--- START ---

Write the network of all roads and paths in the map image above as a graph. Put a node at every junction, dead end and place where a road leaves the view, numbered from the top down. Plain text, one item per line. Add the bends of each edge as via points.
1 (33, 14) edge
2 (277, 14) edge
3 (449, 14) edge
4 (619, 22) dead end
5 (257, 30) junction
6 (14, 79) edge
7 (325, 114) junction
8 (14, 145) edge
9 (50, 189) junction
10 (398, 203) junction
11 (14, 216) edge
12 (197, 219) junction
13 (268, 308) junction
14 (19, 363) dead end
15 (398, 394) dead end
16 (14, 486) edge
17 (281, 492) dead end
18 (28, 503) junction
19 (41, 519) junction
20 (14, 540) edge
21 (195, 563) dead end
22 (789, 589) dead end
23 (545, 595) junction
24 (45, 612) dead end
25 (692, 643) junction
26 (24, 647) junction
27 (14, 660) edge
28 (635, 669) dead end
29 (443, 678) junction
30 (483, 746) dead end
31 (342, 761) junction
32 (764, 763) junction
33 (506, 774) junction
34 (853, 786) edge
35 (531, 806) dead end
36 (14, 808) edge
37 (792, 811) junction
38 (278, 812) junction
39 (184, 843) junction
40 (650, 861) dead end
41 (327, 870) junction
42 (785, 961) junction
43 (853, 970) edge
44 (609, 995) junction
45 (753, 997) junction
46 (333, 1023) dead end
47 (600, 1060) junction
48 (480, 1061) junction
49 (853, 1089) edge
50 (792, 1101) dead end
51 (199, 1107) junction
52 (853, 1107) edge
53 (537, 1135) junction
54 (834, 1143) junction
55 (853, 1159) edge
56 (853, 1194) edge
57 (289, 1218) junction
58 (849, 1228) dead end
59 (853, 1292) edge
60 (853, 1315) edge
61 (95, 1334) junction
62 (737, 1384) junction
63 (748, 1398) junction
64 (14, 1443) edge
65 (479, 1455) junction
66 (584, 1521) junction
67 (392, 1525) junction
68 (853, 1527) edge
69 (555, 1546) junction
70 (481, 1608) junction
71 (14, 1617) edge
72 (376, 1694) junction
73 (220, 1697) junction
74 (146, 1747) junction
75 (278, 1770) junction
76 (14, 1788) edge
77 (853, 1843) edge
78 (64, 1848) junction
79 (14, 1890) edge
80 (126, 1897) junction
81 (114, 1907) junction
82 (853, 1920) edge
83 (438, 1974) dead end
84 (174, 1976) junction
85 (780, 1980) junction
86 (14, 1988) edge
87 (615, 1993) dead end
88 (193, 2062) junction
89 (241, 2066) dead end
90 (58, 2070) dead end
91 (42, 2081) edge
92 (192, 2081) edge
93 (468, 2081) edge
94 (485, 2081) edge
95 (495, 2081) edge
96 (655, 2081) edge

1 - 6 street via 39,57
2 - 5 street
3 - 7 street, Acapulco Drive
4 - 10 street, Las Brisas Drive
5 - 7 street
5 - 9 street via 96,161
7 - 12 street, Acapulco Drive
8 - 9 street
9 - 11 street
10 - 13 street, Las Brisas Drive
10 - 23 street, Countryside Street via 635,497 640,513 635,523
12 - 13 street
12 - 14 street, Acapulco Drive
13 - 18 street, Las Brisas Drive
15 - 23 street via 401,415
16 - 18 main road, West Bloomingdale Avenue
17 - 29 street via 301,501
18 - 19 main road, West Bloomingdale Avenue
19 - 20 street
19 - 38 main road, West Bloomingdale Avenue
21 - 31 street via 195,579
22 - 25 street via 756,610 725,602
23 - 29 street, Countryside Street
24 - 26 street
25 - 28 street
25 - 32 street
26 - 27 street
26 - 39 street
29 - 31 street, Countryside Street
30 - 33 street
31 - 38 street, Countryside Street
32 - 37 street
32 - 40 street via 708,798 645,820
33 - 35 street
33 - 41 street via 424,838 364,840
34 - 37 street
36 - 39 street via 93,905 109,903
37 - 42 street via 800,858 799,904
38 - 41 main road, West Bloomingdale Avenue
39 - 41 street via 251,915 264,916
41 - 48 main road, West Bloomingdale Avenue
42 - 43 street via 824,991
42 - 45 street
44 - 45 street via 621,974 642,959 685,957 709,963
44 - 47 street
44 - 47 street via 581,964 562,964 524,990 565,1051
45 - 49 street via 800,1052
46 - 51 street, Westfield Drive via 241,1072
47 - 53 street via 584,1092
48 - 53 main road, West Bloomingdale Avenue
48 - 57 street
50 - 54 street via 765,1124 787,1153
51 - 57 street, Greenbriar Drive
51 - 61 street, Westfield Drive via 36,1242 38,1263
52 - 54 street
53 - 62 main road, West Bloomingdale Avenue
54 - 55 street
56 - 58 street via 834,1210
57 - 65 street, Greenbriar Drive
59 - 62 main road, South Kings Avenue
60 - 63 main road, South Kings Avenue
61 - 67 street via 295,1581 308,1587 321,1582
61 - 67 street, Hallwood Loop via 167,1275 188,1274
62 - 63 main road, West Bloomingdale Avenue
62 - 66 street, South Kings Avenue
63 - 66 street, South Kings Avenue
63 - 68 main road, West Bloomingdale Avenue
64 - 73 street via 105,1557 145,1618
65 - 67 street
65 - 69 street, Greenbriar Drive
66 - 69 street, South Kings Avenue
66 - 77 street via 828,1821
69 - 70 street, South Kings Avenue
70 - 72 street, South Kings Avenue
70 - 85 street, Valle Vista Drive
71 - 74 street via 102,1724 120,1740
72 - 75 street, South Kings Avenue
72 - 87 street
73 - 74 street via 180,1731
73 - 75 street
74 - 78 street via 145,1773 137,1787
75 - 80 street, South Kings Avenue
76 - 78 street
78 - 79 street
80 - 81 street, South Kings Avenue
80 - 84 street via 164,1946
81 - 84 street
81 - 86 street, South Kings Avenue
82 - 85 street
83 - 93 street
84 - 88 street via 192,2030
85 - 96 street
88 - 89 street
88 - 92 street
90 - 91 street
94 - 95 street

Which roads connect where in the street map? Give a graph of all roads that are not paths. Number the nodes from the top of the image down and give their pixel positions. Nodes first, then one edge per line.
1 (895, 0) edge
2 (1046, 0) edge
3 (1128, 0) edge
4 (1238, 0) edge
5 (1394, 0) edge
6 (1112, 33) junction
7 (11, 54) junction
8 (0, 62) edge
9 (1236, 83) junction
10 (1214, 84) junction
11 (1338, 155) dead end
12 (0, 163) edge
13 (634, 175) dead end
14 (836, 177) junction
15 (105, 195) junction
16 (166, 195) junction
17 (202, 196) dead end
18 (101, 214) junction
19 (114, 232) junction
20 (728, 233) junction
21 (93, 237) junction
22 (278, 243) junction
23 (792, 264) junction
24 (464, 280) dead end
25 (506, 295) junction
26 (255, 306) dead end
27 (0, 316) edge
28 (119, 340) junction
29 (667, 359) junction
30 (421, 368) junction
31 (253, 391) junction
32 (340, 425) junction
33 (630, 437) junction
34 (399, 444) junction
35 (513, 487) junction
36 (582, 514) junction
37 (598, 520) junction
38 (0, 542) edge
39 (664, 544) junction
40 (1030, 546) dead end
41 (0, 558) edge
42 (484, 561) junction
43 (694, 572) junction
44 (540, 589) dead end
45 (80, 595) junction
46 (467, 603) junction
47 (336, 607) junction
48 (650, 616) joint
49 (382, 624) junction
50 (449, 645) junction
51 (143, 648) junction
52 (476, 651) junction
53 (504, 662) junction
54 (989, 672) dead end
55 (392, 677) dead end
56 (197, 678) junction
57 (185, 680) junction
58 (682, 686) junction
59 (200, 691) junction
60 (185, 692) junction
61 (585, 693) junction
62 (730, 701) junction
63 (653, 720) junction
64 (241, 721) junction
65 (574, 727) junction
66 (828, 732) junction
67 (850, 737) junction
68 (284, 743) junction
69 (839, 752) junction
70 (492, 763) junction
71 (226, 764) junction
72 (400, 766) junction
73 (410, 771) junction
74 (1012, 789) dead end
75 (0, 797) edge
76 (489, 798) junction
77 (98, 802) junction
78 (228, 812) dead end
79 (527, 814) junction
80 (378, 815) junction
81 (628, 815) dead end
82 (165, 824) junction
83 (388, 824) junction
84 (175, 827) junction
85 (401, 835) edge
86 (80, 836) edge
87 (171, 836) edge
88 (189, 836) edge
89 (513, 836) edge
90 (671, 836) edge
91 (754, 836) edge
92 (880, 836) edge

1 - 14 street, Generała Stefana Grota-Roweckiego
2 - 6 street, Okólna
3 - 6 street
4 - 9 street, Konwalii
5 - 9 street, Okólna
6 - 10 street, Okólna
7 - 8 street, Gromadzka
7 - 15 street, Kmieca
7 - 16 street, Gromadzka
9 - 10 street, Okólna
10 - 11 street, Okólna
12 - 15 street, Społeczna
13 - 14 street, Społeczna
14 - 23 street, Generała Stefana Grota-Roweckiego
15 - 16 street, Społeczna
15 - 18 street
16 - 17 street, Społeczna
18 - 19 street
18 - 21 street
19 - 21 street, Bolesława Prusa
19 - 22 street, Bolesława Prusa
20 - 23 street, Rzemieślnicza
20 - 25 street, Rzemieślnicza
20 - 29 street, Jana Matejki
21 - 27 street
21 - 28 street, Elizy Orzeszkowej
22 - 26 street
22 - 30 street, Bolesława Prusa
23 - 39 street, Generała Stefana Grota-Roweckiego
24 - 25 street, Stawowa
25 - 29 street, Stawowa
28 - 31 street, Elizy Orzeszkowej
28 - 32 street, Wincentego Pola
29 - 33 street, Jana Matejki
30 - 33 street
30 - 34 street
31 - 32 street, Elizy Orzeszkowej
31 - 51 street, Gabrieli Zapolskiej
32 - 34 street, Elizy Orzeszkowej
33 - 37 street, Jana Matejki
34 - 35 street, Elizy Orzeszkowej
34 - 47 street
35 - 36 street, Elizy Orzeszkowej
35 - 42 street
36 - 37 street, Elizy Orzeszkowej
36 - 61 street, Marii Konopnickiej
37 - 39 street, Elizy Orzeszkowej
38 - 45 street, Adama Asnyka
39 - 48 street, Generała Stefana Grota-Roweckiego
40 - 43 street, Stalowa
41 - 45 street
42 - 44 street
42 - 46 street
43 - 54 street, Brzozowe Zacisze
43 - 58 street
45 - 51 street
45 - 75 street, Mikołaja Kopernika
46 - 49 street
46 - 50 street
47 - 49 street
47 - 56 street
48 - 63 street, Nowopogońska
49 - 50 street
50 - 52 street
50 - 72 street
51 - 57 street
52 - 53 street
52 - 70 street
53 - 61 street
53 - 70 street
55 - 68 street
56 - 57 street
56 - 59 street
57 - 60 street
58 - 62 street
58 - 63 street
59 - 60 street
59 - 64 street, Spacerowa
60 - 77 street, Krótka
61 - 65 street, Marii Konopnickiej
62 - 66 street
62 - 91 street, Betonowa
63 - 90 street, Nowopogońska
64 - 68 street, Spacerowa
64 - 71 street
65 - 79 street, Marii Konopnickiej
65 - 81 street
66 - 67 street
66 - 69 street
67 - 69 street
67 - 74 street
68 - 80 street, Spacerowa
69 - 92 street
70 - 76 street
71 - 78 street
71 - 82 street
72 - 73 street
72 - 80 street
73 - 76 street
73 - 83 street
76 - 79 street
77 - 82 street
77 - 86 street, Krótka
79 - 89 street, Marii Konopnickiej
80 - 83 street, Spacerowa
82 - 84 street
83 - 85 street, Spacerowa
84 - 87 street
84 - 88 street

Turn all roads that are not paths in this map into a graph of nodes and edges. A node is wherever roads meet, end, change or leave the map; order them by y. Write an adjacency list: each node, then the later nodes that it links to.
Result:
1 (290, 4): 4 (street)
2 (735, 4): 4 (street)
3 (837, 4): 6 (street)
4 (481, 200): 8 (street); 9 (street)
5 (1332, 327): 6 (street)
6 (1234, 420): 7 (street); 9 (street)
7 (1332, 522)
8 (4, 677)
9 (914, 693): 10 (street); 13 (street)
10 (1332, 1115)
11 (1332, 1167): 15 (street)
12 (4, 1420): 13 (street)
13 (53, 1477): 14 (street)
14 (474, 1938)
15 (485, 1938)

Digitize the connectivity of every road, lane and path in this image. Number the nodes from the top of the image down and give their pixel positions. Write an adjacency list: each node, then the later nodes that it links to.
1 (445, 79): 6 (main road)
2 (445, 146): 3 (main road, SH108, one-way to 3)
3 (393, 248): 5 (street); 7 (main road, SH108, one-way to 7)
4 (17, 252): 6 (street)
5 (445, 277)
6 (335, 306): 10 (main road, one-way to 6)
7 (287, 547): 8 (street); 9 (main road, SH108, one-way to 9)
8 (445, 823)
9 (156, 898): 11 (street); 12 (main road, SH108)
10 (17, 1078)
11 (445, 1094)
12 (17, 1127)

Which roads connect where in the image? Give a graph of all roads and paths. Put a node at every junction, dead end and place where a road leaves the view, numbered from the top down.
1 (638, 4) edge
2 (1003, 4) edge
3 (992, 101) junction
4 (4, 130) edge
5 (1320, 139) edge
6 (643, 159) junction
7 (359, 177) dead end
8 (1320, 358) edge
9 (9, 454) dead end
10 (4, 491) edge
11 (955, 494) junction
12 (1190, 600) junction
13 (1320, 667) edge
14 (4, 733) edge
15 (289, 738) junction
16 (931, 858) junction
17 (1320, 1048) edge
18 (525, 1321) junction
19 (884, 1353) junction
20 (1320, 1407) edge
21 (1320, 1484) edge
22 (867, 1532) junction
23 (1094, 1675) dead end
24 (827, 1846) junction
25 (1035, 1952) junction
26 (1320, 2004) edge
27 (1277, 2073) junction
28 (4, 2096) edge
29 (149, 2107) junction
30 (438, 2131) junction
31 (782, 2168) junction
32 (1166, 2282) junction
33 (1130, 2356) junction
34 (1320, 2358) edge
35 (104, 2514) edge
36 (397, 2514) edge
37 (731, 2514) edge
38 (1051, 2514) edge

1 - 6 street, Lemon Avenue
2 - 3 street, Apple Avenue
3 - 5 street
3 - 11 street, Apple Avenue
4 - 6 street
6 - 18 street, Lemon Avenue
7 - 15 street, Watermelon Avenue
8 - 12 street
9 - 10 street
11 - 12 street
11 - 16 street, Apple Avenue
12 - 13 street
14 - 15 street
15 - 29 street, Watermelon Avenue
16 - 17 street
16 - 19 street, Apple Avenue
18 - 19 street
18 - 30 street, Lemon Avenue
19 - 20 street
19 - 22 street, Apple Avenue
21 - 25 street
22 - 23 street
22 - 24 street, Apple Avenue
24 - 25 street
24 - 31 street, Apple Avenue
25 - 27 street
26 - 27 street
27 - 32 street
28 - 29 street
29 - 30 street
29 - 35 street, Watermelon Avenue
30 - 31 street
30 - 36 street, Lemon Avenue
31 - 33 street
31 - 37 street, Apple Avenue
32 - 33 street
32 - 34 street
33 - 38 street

--- END ---

#### WHAT THIS TASK INVOLVES:
In the listing above, which lines include the string "each"? Return every one of them.

#### RESULT BELOW:
Write the network of all roads and paths in the map image above as a graph. Put a node at every junction, dead end and place where a road leaves the view, numbered from the top down. Plain text, one item per line. Add the bends of each edge as via points.
Turn all roads that are not paths in this map into a graph of nodes and edges. A node is wherever roads meet, end, change or leave the map; order them by y. Write an adjacency list: each node, then the later nodes that it links to.
Digitize the connectivity of every road, lane and path in this image. Number the nodes from the top of the image down and give their pixel positions. Write an adjacency list: each node, then the later nodes that it links to.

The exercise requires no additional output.